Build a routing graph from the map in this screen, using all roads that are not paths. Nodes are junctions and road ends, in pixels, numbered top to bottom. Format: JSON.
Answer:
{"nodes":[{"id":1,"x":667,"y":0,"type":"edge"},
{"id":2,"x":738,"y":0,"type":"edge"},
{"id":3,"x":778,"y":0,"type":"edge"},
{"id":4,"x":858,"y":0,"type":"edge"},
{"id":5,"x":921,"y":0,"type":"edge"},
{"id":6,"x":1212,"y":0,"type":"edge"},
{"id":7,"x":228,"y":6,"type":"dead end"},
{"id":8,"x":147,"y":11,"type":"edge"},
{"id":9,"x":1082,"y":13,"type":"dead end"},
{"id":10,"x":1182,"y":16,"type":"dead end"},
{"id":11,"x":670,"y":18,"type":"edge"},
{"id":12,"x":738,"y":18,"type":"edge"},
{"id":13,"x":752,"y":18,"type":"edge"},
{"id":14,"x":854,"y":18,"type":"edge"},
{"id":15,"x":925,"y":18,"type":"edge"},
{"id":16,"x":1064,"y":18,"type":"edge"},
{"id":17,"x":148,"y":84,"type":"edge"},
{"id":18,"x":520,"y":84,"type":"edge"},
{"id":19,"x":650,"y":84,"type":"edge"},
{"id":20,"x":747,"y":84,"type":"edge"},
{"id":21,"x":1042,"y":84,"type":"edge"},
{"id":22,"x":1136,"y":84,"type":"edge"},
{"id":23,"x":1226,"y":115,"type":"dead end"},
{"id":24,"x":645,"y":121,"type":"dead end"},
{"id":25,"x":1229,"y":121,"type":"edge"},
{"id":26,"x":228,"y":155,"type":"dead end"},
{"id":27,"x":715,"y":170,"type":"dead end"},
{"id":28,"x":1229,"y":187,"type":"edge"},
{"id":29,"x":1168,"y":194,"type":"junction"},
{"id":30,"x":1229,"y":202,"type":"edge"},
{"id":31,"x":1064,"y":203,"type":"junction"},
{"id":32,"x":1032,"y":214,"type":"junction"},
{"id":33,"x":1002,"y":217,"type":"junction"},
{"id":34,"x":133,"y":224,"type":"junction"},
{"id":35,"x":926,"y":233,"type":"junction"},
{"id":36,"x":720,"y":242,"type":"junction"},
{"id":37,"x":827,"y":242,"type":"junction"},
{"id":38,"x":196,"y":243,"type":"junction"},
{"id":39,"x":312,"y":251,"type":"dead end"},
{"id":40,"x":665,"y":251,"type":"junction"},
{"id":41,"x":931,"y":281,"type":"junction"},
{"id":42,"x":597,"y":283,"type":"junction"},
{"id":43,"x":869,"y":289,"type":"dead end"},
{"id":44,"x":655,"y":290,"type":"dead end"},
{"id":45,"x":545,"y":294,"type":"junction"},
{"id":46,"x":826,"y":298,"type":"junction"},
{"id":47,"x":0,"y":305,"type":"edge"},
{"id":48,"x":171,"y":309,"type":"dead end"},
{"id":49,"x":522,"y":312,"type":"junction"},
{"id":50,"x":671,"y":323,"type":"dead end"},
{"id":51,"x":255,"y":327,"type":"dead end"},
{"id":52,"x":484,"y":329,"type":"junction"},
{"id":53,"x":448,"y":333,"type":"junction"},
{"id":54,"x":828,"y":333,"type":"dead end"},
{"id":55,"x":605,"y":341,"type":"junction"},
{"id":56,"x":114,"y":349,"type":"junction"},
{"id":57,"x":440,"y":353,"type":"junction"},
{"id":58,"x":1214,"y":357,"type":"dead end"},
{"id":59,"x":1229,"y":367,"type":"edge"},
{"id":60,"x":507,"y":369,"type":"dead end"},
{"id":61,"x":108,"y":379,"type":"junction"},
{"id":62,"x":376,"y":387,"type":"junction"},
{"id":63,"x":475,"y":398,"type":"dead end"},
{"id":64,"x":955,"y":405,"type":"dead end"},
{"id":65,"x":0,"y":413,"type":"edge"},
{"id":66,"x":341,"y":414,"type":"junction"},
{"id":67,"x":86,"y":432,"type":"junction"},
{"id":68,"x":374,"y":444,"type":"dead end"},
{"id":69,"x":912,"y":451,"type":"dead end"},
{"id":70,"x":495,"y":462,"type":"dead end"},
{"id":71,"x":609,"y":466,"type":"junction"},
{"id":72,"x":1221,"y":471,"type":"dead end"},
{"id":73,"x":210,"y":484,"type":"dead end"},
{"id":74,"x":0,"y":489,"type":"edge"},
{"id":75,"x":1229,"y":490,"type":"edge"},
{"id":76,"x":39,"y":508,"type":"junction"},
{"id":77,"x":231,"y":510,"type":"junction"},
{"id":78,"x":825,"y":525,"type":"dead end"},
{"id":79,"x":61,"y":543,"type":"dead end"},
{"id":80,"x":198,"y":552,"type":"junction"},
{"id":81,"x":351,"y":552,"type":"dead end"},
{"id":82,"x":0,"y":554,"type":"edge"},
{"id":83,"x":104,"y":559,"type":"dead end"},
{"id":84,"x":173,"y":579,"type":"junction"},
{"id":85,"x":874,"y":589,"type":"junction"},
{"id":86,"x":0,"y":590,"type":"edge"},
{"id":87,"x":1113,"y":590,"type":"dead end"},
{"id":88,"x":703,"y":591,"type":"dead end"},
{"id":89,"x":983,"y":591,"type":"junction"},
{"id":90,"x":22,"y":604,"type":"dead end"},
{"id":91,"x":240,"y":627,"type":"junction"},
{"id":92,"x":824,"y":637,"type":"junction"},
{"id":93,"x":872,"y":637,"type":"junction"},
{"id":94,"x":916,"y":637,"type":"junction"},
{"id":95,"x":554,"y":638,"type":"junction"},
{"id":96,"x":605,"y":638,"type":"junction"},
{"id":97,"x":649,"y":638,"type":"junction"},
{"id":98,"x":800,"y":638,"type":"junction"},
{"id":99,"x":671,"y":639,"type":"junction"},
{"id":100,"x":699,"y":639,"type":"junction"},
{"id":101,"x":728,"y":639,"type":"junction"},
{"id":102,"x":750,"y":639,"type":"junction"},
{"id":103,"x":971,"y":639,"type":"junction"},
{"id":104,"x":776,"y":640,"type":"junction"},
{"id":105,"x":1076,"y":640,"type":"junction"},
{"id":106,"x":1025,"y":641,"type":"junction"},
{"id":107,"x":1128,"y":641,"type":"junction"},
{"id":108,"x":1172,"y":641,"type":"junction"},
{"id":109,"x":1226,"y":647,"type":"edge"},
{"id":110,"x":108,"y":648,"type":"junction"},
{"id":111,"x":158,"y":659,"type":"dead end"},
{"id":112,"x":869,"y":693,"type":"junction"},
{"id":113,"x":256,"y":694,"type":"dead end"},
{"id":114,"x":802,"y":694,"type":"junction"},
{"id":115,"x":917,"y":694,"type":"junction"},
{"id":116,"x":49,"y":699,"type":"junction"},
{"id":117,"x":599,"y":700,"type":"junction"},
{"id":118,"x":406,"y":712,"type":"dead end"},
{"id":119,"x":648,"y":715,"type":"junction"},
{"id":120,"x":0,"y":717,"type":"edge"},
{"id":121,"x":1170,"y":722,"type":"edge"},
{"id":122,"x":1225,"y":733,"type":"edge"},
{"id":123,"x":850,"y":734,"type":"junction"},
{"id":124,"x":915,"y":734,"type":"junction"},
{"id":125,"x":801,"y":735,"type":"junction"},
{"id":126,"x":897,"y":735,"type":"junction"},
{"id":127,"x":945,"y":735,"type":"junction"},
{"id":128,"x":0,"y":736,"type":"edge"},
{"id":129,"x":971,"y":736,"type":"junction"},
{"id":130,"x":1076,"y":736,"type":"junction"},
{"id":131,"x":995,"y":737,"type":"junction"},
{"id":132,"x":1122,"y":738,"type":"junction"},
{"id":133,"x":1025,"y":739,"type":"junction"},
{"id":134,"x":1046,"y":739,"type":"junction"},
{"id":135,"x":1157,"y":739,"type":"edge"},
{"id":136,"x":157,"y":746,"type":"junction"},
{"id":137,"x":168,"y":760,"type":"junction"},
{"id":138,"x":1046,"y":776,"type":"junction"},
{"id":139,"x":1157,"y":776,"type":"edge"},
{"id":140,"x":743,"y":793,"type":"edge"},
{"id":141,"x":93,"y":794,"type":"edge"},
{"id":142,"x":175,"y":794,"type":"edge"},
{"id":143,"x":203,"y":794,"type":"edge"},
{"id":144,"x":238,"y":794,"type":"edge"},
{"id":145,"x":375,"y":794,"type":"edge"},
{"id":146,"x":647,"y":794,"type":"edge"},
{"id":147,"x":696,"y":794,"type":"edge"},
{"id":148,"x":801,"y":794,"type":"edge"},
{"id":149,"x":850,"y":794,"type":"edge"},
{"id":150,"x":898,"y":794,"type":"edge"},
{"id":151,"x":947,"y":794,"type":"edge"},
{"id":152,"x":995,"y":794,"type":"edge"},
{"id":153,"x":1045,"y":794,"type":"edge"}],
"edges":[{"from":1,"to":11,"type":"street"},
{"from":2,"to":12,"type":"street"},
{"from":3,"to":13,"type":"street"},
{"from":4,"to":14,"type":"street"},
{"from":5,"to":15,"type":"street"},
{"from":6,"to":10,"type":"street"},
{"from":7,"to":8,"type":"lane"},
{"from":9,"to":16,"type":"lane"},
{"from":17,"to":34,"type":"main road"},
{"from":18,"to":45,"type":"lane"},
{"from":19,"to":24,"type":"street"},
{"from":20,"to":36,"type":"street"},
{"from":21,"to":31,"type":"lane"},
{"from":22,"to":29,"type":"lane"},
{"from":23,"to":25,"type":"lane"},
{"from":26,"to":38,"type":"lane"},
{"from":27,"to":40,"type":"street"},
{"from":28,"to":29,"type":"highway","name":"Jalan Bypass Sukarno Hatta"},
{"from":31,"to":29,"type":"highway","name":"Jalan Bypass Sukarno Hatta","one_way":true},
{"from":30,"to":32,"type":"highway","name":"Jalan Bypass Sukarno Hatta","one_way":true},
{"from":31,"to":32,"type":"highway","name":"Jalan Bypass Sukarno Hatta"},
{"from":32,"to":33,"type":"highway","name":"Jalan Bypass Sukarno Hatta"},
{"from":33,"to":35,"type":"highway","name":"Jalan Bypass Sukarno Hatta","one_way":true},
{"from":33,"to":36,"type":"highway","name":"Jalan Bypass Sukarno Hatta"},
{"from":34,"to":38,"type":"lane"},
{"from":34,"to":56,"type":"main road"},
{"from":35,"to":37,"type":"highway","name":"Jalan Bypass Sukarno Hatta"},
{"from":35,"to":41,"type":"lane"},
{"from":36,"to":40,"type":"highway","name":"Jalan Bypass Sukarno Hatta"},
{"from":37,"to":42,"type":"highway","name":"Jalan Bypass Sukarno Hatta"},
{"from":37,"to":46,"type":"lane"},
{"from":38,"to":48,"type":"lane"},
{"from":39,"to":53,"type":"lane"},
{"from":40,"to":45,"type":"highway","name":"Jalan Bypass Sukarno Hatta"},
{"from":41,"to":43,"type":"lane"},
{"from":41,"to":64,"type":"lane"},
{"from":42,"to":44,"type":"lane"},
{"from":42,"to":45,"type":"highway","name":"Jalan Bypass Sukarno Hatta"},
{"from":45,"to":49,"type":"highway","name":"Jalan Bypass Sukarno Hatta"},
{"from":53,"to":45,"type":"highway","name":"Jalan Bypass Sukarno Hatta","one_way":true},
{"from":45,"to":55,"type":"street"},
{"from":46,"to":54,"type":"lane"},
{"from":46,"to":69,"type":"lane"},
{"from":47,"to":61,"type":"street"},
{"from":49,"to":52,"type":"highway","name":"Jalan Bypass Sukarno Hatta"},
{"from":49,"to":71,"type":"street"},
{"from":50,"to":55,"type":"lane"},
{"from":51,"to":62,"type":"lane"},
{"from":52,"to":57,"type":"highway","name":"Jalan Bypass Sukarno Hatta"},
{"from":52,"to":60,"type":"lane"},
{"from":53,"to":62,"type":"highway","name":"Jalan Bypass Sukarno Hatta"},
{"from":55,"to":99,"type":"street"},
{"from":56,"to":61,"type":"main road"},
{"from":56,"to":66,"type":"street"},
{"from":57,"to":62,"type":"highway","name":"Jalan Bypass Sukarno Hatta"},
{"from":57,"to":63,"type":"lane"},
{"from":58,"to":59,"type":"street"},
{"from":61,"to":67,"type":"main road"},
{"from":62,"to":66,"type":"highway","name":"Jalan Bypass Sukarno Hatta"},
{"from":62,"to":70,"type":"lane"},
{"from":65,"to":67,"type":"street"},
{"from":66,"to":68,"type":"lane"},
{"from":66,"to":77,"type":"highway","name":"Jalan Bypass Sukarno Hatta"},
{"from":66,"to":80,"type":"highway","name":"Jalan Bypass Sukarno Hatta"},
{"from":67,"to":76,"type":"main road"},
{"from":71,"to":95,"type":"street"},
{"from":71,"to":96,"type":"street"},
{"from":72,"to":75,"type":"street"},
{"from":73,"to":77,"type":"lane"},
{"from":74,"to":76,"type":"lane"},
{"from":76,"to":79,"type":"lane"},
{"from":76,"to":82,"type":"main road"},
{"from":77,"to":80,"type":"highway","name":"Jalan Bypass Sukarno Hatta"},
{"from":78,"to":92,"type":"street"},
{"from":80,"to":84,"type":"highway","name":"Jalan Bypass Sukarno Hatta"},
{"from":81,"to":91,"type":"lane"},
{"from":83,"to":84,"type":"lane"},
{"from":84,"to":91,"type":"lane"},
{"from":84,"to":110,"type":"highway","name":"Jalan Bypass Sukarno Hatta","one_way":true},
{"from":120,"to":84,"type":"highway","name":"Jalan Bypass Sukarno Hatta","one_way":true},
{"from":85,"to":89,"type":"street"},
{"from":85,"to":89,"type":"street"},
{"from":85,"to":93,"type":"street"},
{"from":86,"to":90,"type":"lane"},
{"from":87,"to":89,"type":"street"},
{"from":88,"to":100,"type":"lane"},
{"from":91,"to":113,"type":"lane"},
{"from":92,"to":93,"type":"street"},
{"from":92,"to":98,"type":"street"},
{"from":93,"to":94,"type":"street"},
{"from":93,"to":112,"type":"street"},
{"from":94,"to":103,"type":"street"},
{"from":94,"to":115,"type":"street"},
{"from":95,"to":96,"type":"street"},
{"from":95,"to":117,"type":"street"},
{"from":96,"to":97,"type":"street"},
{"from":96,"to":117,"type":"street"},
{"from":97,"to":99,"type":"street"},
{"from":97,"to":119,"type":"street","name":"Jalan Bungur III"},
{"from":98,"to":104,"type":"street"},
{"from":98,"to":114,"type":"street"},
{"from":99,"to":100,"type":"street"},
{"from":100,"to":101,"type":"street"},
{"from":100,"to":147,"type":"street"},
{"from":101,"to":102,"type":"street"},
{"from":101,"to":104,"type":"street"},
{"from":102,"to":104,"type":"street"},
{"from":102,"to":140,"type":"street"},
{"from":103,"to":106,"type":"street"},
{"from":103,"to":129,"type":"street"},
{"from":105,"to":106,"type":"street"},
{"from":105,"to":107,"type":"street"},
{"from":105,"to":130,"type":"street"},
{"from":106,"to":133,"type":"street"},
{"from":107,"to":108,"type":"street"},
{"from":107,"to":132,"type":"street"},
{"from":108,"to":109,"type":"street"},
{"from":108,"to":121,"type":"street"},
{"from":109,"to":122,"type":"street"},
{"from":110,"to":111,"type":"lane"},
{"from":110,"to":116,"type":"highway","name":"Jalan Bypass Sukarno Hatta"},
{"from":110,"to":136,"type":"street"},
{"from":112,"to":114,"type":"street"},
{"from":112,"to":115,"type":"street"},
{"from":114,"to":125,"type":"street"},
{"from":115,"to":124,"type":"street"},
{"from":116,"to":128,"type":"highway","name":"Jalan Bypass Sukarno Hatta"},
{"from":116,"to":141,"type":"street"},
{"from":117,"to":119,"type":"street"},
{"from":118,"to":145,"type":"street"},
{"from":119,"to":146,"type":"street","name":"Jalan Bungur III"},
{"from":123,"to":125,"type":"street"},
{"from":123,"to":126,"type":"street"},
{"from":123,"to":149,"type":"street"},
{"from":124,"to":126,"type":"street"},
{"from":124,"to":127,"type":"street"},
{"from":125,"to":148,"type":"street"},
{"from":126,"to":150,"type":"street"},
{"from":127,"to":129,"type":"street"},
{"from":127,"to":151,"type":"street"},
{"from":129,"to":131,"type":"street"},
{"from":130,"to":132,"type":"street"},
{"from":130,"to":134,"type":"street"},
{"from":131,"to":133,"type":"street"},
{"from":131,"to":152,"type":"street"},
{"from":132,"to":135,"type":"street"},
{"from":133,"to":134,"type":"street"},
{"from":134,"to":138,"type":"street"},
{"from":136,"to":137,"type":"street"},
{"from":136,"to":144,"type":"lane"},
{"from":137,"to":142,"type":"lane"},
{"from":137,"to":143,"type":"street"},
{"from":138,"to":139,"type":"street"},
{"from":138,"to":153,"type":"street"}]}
--------
WHAT IS REQUIRED: Every line that includes "road" must be copied from the material above.

RESPONSE BELOW:
Build a routing graph from the map in this screen, using all roads that are not paths. Nodes are junctions and road ends, in pixels, numbered top to bottom. Format: JSON.
{"from":17,"to":34,"type":"main road"},
{"from":34,"to":56,"type":"main road"},
{"from":56,"to":61,"type":"main road"},
{"from":61,"to":67,"type":"main road"},
{"from":67,"to":76,"type":"main road"},
{"from":76,"to":82,"type":"main road"},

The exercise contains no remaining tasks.